I'd like every line in the following listing that holds "than" copied.
(RECORD EXCERPTS)
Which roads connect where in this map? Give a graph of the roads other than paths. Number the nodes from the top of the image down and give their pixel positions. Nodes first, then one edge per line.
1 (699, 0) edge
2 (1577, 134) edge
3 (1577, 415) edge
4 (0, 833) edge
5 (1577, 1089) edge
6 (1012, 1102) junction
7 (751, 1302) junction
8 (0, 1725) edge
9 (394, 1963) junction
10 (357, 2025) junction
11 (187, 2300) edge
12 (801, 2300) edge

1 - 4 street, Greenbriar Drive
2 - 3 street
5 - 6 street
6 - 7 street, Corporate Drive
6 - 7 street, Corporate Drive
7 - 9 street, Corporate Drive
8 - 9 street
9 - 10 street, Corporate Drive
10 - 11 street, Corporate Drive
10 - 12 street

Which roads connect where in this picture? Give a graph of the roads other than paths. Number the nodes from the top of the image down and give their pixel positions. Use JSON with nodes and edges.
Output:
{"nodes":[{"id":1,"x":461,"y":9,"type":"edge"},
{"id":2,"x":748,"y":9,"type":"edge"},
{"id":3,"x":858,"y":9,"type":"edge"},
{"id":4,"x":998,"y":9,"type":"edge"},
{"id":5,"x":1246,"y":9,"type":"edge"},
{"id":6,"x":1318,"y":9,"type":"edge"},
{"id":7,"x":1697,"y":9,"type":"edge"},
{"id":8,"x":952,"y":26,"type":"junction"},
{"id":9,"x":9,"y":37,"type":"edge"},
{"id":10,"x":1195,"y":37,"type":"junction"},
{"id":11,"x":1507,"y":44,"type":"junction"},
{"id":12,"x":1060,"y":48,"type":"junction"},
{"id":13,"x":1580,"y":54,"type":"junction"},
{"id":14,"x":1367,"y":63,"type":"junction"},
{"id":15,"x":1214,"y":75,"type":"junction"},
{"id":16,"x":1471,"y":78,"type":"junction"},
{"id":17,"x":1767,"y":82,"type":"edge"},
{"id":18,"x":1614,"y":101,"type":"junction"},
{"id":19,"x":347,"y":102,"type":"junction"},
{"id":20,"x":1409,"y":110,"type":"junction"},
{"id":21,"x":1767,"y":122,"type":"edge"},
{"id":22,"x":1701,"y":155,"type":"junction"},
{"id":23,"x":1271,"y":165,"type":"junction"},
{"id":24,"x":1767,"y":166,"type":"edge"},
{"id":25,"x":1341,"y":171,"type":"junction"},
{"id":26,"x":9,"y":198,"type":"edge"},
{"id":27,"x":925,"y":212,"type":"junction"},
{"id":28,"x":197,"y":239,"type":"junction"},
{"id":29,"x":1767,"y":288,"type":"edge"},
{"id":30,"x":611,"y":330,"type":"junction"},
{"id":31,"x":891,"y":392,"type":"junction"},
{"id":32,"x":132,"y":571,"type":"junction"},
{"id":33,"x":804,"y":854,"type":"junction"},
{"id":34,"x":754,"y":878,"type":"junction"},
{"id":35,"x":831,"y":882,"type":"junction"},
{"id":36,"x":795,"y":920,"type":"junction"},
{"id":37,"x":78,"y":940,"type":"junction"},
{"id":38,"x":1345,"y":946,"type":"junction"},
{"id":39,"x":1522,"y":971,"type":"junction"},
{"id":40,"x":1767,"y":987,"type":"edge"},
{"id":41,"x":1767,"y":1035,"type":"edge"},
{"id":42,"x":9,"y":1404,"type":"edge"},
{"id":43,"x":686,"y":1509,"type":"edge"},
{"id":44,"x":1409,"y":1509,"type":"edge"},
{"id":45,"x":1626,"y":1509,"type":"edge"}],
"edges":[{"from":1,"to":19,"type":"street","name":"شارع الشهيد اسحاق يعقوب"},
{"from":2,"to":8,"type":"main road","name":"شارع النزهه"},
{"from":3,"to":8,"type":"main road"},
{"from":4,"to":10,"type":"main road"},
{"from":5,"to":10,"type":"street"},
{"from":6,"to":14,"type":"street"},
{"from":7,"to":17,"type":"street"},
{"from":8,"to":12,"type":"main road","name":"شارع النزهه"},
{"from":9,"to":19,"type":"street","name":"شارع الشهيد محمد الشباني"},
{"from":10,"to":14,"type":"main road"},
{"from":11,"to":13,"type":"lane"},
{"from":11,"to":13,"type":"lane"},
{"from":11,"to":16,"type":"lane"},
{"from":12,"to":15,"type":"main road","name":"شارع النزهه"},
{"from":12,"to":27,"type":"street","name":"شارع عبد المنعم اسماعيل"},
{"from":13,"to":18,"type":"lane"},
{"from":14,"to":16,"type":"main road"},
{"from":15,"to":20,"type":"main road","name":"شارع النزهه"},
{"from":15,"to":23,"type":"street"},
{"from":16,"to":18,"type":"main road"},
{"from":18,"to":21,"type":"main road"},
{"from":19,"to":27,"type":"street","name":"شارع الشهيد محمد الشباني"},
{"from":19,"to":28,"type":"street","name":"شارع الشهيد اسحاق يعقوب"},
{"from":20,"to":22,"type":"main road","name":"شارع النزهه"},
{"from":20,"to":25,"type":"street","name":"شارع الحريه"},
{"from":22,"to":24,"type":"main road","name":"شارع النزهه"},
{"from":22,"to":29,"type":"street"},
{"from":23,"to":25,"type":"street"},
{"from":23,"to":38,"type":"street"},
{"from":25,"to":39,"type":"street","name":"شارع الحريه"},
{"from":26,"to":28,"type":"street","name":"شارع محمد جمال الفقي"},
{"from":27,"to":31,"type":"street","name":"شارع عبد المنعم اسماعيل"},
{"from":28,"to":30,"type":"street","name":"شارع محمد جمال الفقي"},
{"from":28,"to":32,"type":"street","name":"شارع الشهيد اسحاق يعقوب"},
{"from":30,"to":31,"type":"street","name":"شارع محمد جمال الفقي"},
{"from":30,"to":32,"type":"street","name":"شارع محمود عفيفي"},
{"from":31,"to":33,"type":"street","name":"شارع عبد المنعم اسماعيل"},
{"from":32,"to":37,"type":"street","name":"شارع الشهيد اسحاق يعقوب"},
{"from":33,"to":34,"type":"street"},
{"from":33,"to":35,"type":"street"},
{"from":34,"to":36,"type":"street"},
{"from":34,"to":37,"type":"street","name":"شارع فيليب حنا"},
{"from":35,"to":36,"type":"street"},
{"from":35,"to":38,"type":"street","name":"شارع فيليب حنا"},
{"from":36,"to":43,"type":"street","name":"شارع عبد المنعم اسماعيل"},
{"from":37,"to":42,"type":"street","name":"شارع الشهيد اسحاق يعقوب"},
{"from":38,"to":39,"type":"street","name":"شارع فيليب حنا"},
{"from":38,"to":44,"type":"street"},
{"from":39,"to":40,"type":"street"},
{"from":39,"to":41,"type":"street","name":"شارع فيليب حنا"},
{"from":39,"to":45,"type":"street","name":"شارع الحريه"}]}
(End RECORD EXCERPTS)
• SOLUTION TO THIS PROBLEM
Which roads connect where in this map? Give a graph of the roads other than paths. Number the nodes from the top of the image down and give their pixel positions. Nodes first, then one edge per line.
Which roads connect where in this picture? Give a graph of the roads other than paths. Number the nodes from the top of the image down and give their pixel positions. Use JSON with nodes and edges.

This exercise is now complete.